Modi-Cameron Joint Press Conference

The first day of the visit, Mr. Modi and Mr. Cameron stood in front of their respective national flags and addressed the press that had gathered in a joint press conference speaking of the “true potential” of the relationship between India and UK. A significant note that Mr. Cameron shared in this meeting was UK’s support for India’s permanent seat the United Nation Security Council. They also spoke of signing a civil nuclear agreement Mr. Modi mentioned that UK-India relationship was developing on “mutual trust” between the two nations. Mr. Cameron was sure to mention that “british businesses already support nearly 700,000 jobs in India, and India invests more into the UK than it does in the rest of the European Union combined,” which he brought up during his Wembley speech as well. Mr. Cameron, in the same conference, promised to deploy a Royal Navy Warship to participate in “India's first major international gathering of warships” in February of next year.

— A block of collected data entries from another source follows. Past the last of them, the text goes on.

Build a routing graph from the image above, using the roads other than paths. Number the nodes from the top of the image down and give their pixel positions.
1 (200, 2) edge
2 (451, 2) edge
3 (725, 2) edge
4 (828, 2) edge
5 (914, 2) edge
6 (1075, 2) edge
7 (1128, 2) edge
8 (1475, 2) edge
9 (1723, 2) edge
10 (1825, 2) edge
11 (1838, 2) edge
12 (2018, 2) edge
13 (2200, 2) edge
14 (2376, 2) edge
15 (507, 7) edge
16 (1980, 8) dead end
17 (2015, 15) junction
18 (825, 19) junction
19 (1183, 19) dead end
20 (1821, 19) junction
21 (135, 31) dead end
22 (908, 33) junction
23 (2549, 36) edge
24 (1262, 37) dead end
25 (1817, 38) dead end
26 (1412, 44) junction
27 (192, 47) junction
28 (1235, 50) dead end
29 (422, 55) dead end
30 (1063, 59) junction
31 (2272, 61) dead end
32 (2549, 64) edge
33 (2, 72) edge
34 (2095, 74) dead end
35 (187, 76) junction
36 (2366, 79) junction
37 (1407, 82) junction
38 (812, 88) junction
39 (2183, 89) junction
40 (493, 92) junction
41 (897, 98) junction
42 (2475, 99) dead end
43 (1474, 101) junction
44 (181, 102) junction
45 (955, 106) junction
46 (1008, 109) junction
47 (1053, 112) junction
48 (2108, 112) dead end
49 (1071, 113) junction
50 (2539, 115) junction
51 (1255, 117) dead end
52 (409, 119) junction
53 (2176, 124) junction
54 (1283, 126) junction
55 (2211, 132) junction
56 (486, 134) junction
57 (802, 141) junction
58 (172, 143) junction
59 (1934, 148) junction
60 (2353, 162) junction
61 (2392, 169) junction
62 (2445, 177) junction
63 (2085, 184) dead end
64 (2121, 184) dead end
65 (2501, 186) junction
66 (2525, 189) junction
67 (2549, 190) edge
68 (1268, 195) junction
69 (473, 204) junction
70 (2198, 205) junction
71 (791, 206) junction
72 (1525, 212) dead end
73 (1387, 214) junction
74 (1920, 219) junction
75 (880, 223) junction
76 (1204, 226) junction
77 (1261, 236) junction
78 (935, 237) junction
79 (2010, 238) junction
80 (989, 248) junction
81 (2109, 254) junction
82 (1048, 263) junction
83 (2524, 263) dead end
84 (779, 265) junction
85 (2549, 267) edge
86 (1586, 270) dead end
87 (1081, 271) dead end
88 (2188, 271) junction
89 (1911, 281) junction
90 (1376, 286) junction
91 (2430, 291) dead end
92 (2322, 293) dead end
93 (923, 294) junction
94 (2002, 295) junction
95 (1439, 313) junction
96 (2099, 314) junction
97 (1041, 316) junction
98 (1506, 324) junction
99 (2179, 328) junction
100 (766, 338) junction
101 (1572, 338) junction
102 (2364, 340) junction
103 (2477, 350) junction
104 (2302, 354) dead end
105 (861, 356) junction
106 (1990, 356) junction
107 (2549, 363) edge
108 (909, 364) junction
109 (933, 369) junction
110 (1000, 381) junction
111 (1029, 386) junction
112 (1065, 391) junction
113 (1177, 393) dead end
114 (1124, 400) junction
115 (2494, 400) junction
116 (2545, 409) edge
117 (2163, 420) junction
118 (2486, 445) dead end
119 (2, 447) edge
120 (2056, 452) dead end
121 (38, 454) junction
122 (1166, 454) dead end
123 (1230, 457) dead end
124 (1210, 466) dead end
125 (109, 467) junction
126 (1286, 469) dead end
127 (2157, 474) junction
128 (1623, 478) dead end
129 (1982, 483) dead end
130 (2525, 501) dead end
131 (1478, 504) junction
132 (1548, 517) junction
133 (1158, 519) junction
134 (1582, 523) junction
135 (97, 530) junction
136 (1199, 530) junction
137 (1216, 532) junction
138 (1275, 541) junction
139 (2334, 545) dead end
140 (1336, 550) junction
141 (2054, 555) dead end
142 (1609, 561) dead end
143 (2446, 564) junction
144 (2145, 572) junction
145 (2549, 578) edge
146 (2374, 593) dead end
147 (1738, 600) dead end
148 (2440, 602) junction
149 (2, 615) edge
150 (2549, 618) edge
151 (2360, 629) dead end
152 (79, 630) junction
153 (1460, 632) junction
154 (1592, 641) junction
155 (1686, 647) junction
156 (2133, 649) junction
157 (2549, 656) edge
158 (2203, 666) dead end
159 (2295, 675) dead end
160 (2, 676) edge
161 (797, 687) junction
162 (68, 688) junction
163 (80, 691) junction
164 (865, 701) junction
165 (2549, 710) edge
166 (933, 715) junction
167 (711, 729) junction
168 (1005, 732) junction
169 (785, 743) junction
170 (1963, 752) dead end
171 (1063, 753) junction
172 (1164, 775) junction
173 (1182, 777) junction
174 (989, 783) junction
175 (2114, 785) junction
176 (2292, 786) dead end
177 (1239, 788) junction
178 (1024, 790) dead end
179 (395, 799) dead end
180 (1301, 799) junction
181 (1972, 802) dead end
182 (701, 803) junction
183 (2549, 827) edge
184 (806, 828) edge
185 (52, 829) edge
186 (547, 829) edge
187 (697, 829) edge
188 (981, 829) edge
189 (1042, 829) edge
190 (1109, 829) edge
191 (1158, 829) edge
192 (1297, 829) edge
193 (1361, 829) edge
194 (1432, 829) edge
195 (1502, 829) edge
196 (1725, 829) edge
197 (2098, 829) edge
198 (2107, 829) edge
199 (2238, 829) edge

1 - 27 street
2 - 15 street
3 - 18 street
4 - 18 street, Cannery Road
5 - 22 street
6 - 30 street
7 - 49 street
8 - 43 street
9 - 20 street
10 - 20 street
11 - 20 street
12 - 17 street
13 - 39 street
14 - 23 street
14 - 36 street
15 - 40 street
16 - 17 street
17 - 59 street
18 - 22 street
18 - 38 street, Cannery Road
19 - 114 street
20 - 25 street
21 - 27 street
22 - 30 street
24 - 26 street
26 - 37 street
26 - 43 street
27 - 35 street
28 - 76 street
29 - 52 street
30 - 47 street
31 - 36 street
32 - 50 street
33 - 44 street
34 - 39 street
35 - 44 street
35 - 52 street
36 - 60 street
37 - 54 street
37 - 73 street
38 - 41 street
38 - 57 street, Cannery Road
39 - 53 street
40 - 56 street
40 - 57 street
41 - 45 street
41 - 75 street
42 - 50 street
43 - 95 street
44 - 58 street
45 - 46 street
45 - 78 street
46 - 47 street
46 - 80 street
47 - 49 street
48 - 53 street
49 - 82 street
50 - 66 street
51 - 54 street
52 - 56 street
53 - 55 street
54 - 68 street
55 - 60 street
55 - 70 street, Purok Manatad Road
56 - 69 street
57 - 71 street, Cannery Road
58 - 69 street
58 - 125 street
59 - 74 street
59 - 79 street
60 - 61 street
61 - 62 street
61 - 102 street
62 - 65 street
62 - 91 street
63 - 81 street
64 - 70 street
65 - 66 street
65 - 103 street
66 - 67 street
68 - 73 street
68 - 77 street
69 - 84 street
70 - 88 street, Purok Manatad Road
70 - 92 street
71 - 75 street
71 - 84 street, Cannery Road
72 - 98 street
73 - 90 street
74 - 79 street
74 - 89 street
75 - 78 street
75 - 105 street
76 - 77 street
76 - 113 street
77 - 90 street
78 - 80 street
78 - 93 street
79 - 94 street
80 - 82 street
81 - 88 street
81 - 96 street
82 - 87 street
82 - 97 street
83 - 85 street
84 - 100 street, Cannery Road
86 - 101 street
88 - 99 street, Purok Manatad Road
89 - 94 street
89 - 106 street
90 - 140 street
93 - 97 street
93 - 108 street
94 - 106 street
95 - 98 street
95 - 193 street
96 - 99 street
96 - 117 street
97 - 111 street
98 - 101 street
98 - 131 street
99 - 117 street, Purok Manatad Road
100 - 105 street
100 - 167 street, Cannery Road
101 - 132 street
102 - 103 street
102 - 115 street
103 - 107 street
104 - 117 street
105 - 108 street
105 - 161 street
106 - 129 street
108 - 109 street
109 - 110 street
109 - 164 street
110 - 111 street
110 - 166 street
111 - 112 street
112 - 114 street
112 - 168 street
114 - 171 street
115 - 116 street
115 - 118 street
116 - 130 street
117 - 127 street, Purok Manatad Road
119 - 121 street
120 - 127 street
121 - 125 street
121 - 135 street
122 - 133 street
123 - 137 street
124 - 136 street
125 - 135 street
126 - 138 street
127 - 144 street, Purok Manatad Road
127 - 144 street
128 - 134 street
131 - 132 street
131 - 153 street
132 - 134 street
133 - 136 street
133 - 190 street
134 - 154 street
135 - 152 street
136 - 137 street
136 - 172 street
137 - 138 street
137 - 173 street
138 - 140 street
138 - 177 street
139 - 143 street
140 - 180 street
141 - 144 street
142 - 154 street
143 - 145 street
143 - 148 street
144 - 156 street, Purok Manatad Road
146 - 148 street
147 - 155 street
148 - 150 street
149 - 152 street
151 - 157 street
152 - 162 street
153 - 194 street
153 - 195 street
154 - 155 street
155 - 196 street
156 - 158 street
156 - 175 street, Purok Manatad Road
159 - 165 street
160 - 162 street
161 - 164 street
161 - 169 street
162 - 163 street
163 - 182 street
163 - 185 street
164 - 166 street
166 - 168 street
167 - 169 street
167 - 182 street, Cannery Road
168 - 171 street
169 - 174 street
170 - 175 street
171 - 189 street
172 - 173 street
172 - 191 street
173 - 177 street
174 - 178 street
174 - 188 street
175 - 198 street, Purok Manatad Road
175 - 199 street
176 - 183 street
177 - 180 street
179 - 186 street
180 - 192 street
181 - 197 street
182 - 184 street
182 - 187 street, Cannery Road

Protests and Modi’s Response to growing intolerance in India

Mr. Modi’s visit was not without controversy, not just during his visit but even before he landed in the United Kingdom. In light of BJP losing elections in Bihar that was essential for Mr. Modi’s influence in the Rajya Sabha, Upper House of Indian Parliament, as well as the multi-faceted protests against rising intolerance in India, Awaaz Network, organized protests against Mr. Modi. These protests had support from organizations such as “South Asia solidarity Group, Sikh Federation UK, Southall, Black Sisters, Dalit Solidarity Network UK, Indian Muslim Federation, Indian Workers Association as well as the Muslim Parliament and Voice of Dalit International.” The Awaaz network took responsibility for projecting an image onto the House of Parliament of Mr. Modi yielding a sword next to a swastika which on close observation is actually an “Om,” which is from Hinduism. Some harsh critics like Anish Kapur, in the Guardian, have blatantly claimed that India is being run by the “Hindu Taliban.” Other protests involved Director Leslee Udwin wanted to urge the Prime Minister to lift the “absurd and misguided” Indian ban on her movie ‘India’s Daughter.’ The movie, the purpose of which was to bring awareness and an end to gender-based violence in the country, was banned and declared an “an international conspiracy to defame India”. These protests signified that the Indian community in UK is inextricably linked to the events going on in India and play an active voice in the debate. While Mr. Modi continues to invigorate Indian diaspora abroad to play a role in the future of India, he must also recognize these voices might protest against him. However, the surprise came with Mr. Modi being asked about growing intolerance and the country and Mr. Modi finally spoke on the matter that he has been reluctant to break his silence over. The Guardian reported his response that was short yet strict-

“My government will ensure that there is complete freedom of faith and that everyone has the undeniable right to retain or adopt the religion of his or her choice without coercion or undue influence,” Modi said. “My government will not allow any religious group, belonging to the majority or the minority, to incite hatred against others, overtly or covertly,” he added.

Mr. Modi who only a few months ago had called the killing of a man who allegedly ate beef in Dadri an “unfortunate” event, may have just begun to change his rhetoric towards the intolerance in the country.